The effect of barring Russian banks from SWIFT is felt, as the rouble tumbles 30 percent, forcing Putin to issue a decree imposing capital controls. Russians are prohibited from transferring money or making loan payments abroad, though the central bank a day later clarifies that external debt could still be paid. Russians line up outside banks to make withdrawals.
The EU – along with the US and other allies – places a ban on transactions with the Russian Central Bank, meaning payments to Russian companies and entities cannot be sent.
March 1: A 65km-long Russian convoy amasses on the outskirts of Kyiv.
Pressure also increases on Kharkiv and Mariupol in the east, and Kherson in the south of the country. A Russian missile strikes the square in front of the Kharkiv administrative building, blowing off its roof and gutting it. Zelenskyy calls the attack “frank, undisguised terror”.
Human Rights Watch reports that Russians are using cluster bombs against civilians. Ukrainian officials also accuse Russia of targeting a television tower in Kyiv in an attack that killed five people.
The Russian invasion of Ukraine dominates the early parts of Biden’s first State of the Union address. The US president announces the country will close American airspace to Russian flights and promises that Putin will pay a “continuing price” for the war.

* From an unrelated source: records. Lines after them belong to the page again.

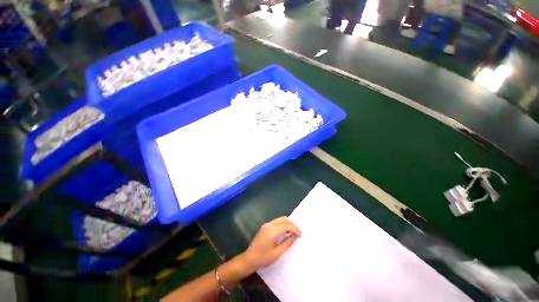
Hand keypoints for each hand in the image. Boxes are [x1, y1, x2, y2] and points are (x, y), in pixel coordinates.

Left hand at [240, 217, 300, 271]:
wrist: (249, 258)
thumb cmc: (263, 258)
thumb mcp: (277, 253)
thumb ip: (287, 243)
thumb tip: (295, 236)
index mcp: (272, 231)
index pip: (286, 225)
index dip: (295, 229)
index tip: (300, 235)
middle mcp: (269, 225)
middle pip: (283, 219)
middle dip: (292, 224)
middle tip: (297, 233)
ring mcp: (266, 225)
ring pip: (280, 219)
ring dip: (288, 224)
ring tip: (293, 232)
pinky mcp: (265, 226)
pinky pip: (276, 222)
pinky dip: (283, 224)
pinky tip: (285, 232)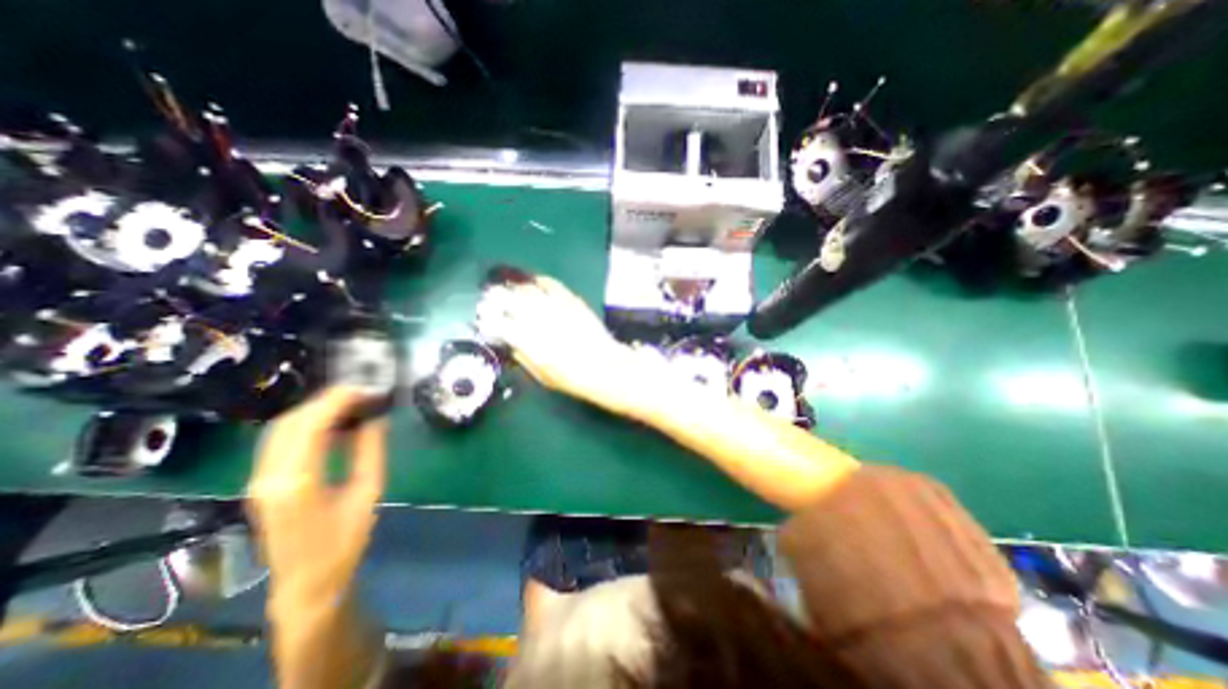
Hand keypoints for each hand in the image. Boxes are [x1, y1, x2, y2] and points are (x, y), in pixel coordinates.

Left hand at [246, 387, 385, 607]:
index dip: (337, 400)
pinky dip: (307, 426)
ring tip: (351, 404)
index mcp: (297, 482)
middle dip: (325, 400)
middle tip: (361, 392)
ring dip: (314, 411)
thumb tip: (377, 418)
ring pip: (281, 430)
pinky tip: (333, 426)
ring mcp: (259, 481)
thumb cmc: (345, 541)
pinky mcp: (262, 483)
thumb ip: (370, 451)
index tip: (364, 387)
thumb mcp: (368, 493)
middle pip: (289, 423)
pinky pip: (280, 443)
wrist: (307, 582)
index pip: (310, 426)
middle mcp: (268, 477)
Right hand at [473, 274, 645, 413]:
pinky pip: (550, 283)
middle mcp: (537, 318)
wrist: (604, 367)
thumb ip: (521, 354)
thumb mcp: (540, 375)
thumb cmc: (571, 378)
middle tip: (491, 300)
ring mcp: (555, 306)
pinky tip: (533, 283)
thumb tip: (508, 340)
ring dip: (513, 289)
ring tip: (509, 290)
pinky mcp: (571, 300)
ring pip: (526, 289)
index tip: (484, 319)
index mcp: (527, 340)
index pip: (497, 322)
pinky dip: (538, 281)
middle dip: (495, 298)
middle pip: (508, 299)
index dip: (487, 319)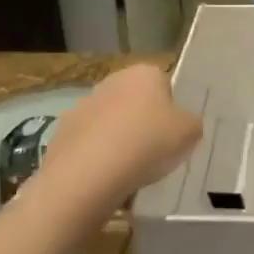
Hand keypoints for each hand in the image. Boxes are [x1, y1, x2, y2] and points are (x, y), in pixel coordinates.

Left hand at [32, 65, 202, 203]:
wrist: (89, 174)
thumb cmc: (148, 143)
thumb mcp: (190, 133)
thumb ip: (191, 124)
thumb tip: (184, 125)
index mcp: (144, 73)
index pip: (164, 85)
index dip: (171, 110)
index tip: (173, 134)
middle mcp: (112, 81)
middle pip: (135, 102)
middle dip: (143, 123)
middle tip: (154, 152)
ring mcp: (82, 106)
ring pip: (110, 123)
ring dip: (118, 140)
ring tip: (130, 171)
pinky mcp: (62, 133)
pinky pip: (89, 145)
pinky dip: (97, 158)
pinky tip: (106, 179)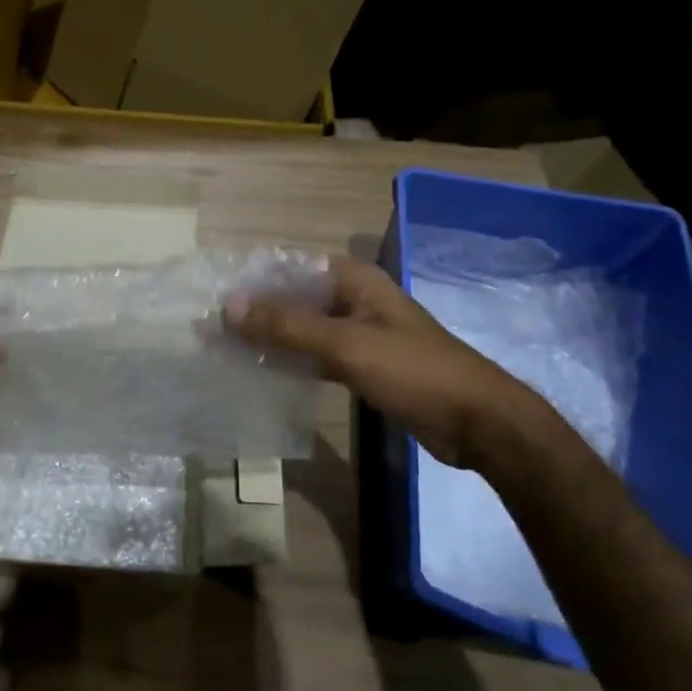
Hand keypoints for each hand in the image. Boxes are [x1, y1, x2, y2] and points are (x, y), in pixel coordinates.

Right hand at [224, 256, 561, 472]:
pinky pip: (318, 356)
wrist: (478, 423)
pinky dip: (293, 361)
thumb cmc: (413, 371)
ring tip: (229, 350)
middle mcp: (356, 300)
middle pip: (296, 298)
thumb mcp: (346, 344)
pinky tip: (264, 374)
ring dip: (272, 338)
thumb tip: (228, 306)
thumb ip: (287, 325)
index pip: (291, 267)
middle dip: (257, 312)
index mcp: (355, 280)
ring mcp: (361, 334)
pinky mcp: (365, 365)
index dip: (253, 280)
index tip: (215, 297)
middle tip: (213, 329)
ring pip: (305, 329)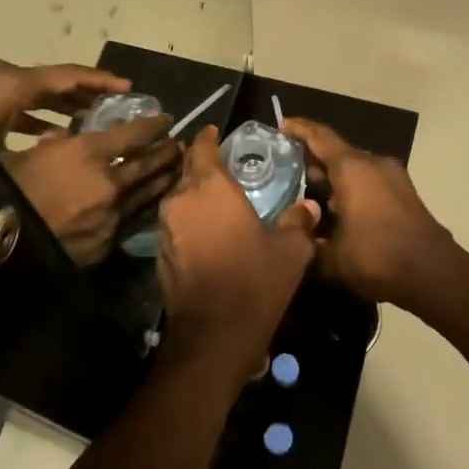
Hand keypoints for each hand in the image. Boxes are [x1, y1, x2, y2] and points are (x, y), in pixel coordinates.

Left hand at [0, 59, 129, 150]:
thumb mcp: (4, 160)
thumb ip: (47, 150)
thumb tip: (81, 150)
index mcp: (11, 85)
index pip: (66, 77)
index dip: (100, 82)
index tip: (129, 90)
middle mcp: (1, 79)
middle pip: (53, 81)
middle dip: (85, 94)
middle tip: (115, 109)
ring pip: (35, 92)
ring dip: (62, 105)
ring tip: (91, 122)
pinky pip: (18, 103)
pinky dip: (38, 114)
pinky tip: (52, 135)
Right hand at [7, 113, 179, 265]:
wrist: (1, 247)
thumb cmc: (7, 191)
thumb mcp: (27, 155)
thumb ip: (52, 145)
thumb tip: (63, 139)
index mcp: (88, 154)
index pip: (133, 134)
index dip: (153, 125)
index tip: (165, 120)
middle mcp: (110, 183)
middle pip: (149, 164)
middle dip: (166, 151)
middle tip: (177, 144)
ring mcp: (113, 215)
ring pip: (149, 193)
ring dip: (164, 178)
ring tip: (175, 170)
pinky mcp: (109, 242)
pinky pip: (135, 219)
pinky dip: (147, 207)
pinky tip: (153, 203)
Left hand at [156, 126, 318, 376]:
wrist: (213, 335)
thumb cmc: (255, 281)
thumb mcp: (290, 251)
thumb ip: (298, 222)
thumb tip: (309, 207)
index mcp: (210, 187)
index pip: (201, 147)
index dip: (209, 138)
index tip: (218, 133)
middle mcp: (180, 200)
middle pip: (187, 172)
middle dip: (202, 167)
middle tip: (225, 170)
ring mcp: (164, 228)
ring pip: (178, 199)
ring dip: (195, 197)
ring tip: (218, 202)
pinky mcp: (159, 254)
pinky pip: (175, 226)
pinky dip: (188, 223)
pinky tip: (207, 234)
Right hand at [283, 117, 461, 311]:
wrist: (434, 275)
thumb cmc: (377, 258)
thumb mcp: (331, 256)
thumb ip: (308, 241)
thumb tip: (297, 232)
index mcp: (352, 169)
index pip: (320, 137)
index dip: (299, 129)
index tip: (281, 124)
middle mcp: (373, 164)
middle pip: (337, 151)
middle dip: (313, 157)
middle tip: (286, 167)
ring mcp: (393, 177)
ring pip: (354, 167)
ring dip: (333, 175)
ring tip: (307, 189)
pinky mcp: (404, 194)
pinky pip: (369, 181)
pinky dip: (350, 186)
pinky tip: (335, 209)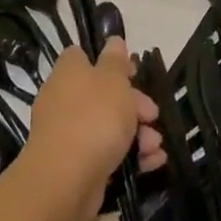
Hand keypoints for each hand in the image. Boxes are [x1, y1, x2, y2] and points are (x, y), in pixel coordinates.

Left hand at [23, 38, 161, 220]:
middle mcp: (64, 99)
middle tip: (152, 115)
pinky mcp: (76, 163)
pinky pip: (106, 152)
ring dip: (137, 133)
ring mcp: (68, 133)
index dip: (111, 63)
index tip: (133, 74)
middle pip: (103, 94)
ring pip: (108, 125)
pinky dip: (130, 156)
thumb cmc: (93, 117)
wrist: (66, 179)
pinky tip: (152, 162)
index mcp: (69, 72)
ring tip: (156, 146)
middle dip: (134, 105)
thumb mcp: (112, 80)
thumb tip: (113, 41)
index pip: (84, 56)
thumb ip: (116, 60)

Zelenskyy calls on Western nations to consider imposing a no-fly zone for Russian aircraft. The US dismisses the request, with White House press secretary Jen Psaki saying the move could draw Washington into a direct conflict with Moscow.
March 2: The UN General Assembly approves a non-binding resolution condemning Russia for its invasion of Ukraine and demanding an immediate withdrawal. The resolution is supported by 141 of the assembly’s 193 members. Thirty-five member states, including China, abstain.
Russia claims its forces have captured Kherson, in southern Ukraine. Local authorities deny the city has fallen, but say Russian troops have encircled it.
Russia’s negotiator says a second round of talks will take place on Thursday, but Ukraine casts doubt on the plan. The UN says more than 870,000 people have fled Ukraine since the invasion began.
The US announces the creation of a new task force – dubbed “KleptoCapture” – aimed at holding Russian oligarchs accountable and ensuring that a series of US sanctions imposed over Russia’s invasion of Ukraine are being enforced.